Wirtschaft : Euro im freien Fall: Da helfen nur Reformen (Leitartikel)

Rainer Hank

Kanzler und Altkanzler haben gut reden. "Aufhören mit dem Euro-Gejammer", sagt Helmut Schmidt. "Vorübergehende Schwächeerscheinung", kommentiert Gerhard Schröder. Das sollen sie den Menschen erzählen, die ihr Geld vor einem Jahr in der neuen europäischen Währung angelegt haben. Oder den Hausbesitzern, die jetzt den Heizöltank für den Winter füllen.

2 Mark und 25 Pfennig musste der Reisende gestern für einen Dollar zahlen. Dass die amerikanische Währung in den sechziger Jahren schon einmal 4 Mark kostete, ist ein schwacher Trost. Vor drei Jahren gab es den Greenback schon für 1 Mark 50. Allenfalls für die Touristen ein Grund zur Beunruhigung, so lautete bisher die gängige Antwort. Sie ist heute nicht mehr akzeptabel. Denn eine Verteuerung der Einfuhrgüter, darunter das ohnehin teure Öl, sind Signale für die Gefahr einer importierten Inflation. Das heißt: Auch die Binnenstabilität des Euro ist gefährdet - wenngleich noch nicht dramatisch. Aber der Zinsschritt der Europäischen Zentralbank aus der vergangenen Woche zeigt: Die Währungshüter mussten auf die Gefahr der Teuerung reagieren. Womöglich taten sie es sogar zu zaghaft.
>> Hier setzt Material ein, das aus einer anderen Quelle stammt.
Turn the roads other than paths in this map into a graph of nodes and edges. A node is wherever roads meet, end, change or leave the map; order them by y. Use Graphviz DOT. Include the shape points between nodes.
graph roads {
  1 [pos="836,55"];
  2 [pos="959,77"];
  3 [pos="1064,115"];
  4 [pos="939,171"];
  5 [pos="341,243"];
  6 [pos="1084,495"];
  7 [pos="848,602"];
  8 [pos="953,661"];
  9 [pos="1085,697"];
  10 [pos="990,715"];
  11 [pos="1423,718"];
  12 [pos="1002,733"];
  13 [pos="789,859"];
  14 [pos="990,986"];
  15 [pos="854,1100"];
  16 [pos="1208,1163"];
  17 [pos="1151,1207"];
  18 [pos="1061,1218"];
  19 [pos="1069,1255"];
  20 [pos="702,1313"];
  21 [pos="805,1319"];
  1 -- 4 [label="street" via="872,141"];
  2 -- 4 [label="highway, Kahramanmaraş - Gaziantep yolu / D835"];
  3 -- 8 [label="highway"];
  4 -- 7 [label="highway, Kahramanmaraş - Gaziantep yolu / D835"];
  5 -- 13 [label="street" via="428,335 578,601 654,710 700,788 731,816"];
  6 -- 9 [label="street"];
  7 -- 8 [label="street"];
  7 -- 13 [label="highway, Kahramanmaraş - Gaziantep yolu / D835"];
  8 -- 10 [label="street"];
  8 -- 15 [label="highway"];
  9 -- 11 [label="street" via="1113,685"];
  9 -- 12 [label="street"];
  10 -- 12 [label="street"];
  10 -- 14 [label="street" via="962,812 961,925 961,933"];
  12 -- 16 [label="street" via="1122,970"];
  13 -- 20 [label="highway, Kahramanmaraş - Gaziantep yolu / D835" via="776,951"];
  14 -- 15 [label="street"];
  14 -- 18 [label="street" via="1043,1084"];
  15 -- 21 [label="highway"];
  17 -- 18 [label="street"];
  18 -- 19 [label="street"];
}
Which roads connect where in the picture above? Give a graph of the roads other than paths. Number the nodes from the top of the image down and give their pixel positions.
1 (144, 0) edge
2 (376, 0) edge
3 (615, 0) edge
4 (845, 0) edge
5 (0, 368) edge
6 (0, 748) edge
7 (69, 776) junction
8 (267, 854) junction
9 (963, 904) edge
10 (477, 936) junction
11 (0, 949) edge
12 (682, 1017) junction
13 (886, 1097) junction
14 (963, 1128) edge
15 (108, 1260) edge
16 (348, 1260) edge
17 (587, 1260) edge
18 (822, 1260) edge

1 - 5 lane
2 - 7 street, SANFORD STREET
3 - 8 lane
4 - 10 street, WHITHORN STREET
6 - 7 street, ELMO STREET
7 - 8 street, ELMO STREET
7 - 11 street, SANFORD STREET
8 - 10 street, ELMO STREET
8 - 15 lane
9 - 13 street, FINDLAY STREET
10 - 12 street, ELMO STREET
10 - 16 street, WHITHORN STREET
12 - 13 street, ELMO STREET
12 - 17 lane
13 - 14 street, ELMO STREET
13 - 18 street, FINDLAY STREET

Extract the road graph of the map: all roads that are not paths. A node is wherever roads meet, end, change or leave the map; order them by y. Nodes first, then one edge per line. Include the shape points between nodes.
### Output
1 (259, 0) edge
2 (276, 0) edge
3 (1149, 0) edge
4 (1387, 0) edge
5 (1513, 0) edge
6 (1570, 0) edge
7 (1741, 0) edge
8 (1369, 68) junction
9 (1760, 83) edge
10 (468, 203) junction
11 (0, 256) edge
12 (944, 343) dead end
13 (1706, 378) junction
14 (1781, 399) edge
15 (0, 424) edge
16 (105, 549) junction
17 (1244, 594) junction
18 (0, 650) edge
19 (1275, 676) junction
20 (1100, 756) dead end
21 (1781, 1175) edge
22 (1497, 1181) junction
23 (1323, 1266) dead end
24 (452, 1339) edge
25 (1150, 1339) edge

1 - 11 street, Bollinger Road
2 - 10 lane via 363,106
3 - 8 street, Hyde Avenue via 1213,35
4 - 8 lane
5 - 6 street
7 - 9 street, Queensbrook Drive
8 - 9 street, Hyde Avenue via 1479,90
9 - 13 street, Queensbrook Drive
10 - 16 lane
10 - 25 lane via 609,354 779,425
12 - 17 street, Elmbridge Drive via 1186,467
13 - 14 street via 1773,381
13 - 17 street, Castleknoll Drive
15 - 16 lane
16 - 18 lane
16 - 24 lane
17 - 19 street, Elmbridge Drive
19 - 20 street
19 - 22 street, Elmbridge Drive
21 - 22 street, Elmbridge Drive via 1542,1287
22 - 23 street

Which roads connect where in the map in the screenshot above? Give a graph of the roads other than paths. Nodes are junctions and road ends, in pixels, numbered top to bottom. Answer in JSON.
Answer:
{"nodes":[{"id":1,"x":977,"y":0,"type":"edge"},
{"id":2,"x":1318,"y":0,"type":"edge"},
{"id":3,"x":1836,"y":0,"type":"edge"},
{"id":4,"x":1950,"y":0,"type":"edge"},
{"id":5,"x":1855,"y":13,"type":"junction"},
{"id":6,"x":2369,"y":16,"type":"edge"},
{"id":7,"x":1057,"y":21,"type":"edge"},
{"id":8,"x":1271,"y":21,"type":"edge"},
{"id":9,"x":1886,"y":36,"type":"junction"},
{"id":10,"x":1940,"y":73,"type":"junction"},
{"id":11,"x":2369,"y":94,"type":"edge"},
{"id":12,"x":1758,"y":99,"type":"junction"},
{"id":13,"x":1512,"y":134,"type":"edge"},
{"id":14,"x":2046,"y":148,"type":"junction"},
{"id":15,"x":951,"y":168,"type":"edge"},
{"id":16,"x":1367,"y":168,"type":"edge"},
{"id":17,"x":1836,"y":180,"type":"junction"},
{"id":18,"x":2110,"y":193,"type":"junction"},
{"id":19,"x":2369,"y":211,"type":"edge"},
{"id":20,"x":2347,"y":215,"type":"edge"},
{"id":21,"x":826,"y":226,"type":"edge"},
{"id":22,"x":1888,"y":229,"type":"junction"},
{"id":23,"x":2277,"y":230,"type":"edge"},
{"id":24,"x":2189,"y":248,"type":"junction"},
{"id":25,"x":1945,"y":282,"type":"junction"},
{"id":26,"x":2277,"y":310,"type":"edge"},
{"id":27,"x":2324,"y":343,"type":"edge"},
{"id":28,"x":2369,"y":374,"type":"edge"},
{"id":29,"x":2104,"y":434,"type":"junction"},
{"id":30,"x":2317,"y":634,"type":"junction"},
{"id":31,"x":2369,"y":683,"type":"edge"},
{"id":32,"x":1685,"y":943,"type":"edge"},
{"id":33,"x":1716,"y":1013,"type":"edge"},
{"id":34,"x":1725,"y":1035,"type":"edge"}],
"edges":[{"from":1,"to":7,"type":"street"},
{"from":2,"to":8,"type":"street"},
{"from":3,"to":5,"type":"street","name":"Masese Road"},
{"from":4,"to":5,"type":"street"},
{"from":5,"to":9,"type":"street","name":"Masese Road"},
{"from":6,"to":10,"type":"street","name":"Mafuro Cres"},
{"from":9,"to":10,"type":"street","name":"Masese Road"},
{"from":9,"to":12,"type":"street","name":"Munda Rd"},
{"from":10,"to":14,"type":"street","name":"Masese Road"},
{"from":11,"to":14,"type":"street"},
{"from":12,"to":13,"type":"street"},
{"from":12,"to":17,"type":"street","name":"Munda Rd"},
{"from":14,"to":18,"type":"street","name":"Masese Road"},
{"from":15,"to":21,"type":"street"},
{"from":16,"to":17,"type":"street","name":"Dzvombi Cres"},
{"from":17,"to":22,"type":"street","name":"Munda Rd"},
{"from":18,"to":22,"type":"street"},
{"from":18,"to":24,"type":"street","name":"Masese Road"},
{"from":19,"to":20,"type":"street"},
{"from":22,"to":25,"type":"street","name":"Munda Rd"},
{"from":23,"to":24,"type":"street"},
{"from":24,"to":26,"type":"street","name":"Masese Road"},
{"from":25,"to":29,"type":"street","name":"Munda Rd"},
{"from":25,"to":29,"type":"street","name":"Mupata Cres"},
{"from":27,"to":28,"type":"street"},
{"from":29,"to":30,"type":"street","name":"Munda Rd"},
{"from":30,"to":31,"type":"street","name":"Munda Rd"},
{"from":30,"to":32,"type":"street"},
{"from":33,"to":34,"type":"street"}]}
Internationale Währungsdifferenzen kann man interpretieren wie Kurse an der Börse. Danach steht die amerikanische Währung bei den großen institutionellen Anlegern weiterhin hoch im Kurs, der Euro dagegen weniger. Selbst Asien scheint ein größeres Potenzial zu bergen als der Euroraum; denn auch der Yen gewinnt gegenüber dem Euro. Dass kann man bedauern, missbilligen oder auf Psychologie von Spekulanten zurückführen, die sich - Tieren gleich in einer Herde - nicht vom Mainstream entfernen wollen. Ändern kann man es aber nicht. Gesundbeten schon gar nicht, es sei denn um den Preis, den Euro nur noch schwächer zu reden.

Man mag es als Ungerechtigkeit empfinden, wenn die Anleger nicht honorieren, dass Kontinentaleuropa - Frankreich und Deutschland - neben ordentlichen Wachstumszahlen auch erste strukturelle Reformen ihrer Steuersysteme auf den Weg gebracht haben. Doch hier gilt: Das Bessere ist der Feind des Guten. Und im Wettbewerb der Standorte, dem Benchmarking um die Gunst der Anleger, sind die USA eben besser. Denn dort gibt es nicht nur höhere Zinsen, sondern auch - gegen viele Prognosen - ein robustes Wachstum der Wirtschaft. Die gebesserte US-Produktivität zeigt, dass Amerika sich jenseits kurzfristiger Schwankungen der Konjunktur an den Auswirkungen der technischen Revolution des Internet und der New Economy erfreut. Zugleich zahlen sich die schmerzhaften Reformen der Arbeitsmärkte und Sozialsysteme aus. Auch daraus leitet sich offenbar ein größeres Vertrauen der Anleger in den Dollar ab.

Was kann man gegen den Verfall des Euro tun? Nicht viel. Interventionen der Notenbanken, die Euro kaufen und Dollar verkaufen müssten, wären keine gute Idee. Denn die Märkte würden dagegen wetten - und wahrscheinlich gewinnen. Dass die Euroskeptiker jetzt die Währungsunion für das Desaster verantwortlich machen, kann man ihnen nicht verübeln. Politisch realistisch freilich ist ein Abschied von Maastricht nicht. Übrig bleibt nur ein einziger Weg der Euro-Therapie: Europa muss sich rasch auf jenen Reformweg machen, den Amerika längst gegangen ist. Das heißt: Mehr Wettbewerb auf den Arbeitsmärkten, bei den sozialen Sicherungssystemen und zwischen den Ländern und Gebietskörperschaften. Weil die Bundesregierung dies nicht will, übt sich der Bundeskanzler lieber im Hersagen wirkungsloser Beschwörungsformeln.